▶ Exercise details
With every picture left out, restate the listing below exactly as written.

▶ Task input
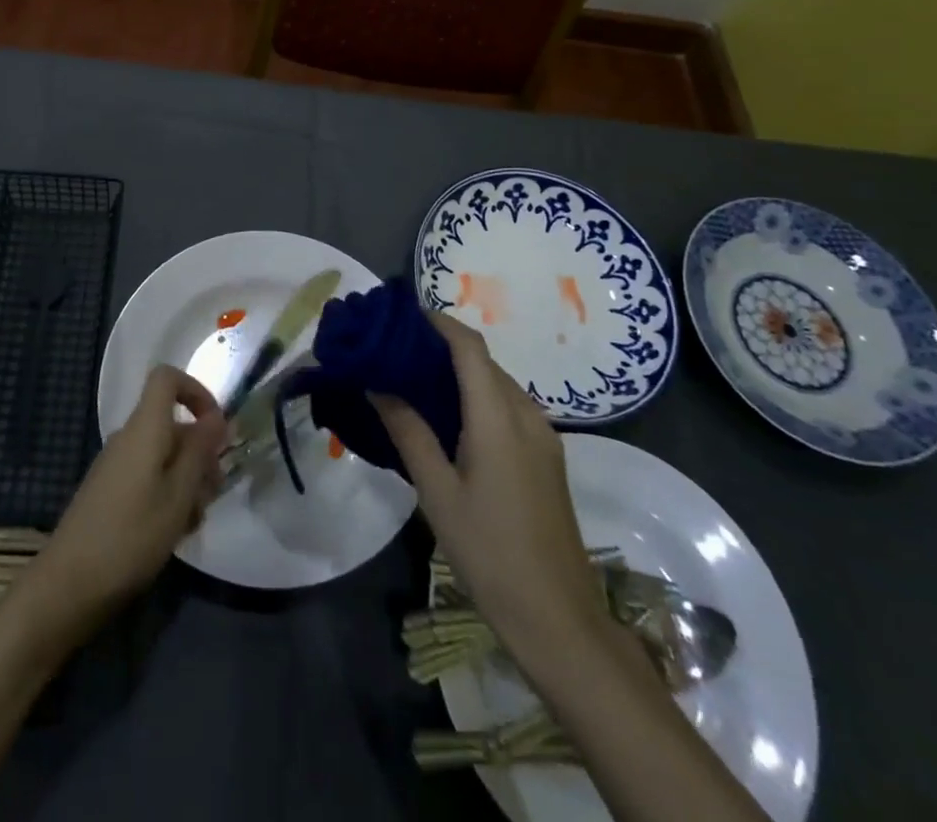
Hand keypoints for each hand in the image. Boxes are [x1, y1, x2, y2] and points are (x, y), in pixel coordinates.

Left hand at [27, 365, 225, 636]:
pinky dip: (168, 493)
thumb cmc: (131, 536)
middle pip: (171, 423)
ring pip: (163, 454)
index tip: (217, 427)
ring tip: (195, 521)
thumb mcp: (178, 495)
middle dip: (200, 450)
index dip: (196, 391)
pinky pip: (148, 475)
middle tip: (215, 491)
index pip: (167, 378)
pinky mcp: (109, 491)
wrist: (67, 586)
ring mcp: (116, 464)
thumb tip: (217, 416)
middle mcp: (128, 437)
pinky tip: (173, 531)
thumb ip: (200, 452)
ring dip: (187, 478)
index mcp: (144, 428)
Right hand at [374, 311, 607, 663]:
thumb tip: (378, 384)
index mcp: (498, 418)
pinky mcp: (548, 456)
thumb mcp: (437, 493)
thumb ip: (409, 431)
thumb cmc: (489, 553)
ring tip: (415, 380)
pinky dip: (478, 396)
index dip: (438, 322)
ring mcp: (544, 436)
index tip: (401, 317)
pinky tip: (450, 417)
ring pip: (497, 383)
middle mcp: (527, 415)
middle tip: (397, 351)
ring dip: (460, 372)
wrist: (558, 618)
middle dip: (442, 346)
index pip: (469, 346)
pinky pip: (509, 406)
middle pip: (483, 361)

▶ Task response
Hand keypoints for each hand in the image. Boxes are [x1, y1, x2, y2] and points are (x, y), in pixel coordinates.

Left hand at [27, 365, 225, 636]:
pinky dip: (168, 493)
thumb cmc: (131, 536)
middle pip: (171, 423)
ring pip: (163, 454)
index tip: (217, 427)
ring tip: (195, 521)
thumb mcp: (178, 495)
middle dip: (200, 450)
index dip: (196, 391)
pinky pip: (148, 475)
middle tip: (215, 491)
index pip: (167, 378)
pinky mcp: (109, 491)
wrist: (67, 586)
ring mcp: (116, 464)
thumb tip: (217, 416)
middle mcp: (128, 437)
pinky tip: (173, 531)
thumb ip: (200, 452)
ring dip: (187, 478)
index mcp: (144, 428)
Right hand at [374, 311, 607, 663]:
thumb tip: (378, 384)
index mcp: (498, 418)
pinky mcp: (548, 456)
thumb mcp: (437, 493)
thumb ip: (409, 431)
thumb cmc: (489, 553)
ring tip: (415, 380)
pinky dip: (478, 396)
index dip: (438, 322)
ring mcp: (544, 436)
index tip: (401, 317)
pinky tip: (450, 417)
ring pip: (497, 383)
middle mcp: (527, 415)
middle tip: (397, 351)
ring dip: (460, 372)
wrist: (558, 618)
middle dip: (442, 346)
index pip: (469, 346)
pinky pip: (509, 406)
middle pip: (483, 361)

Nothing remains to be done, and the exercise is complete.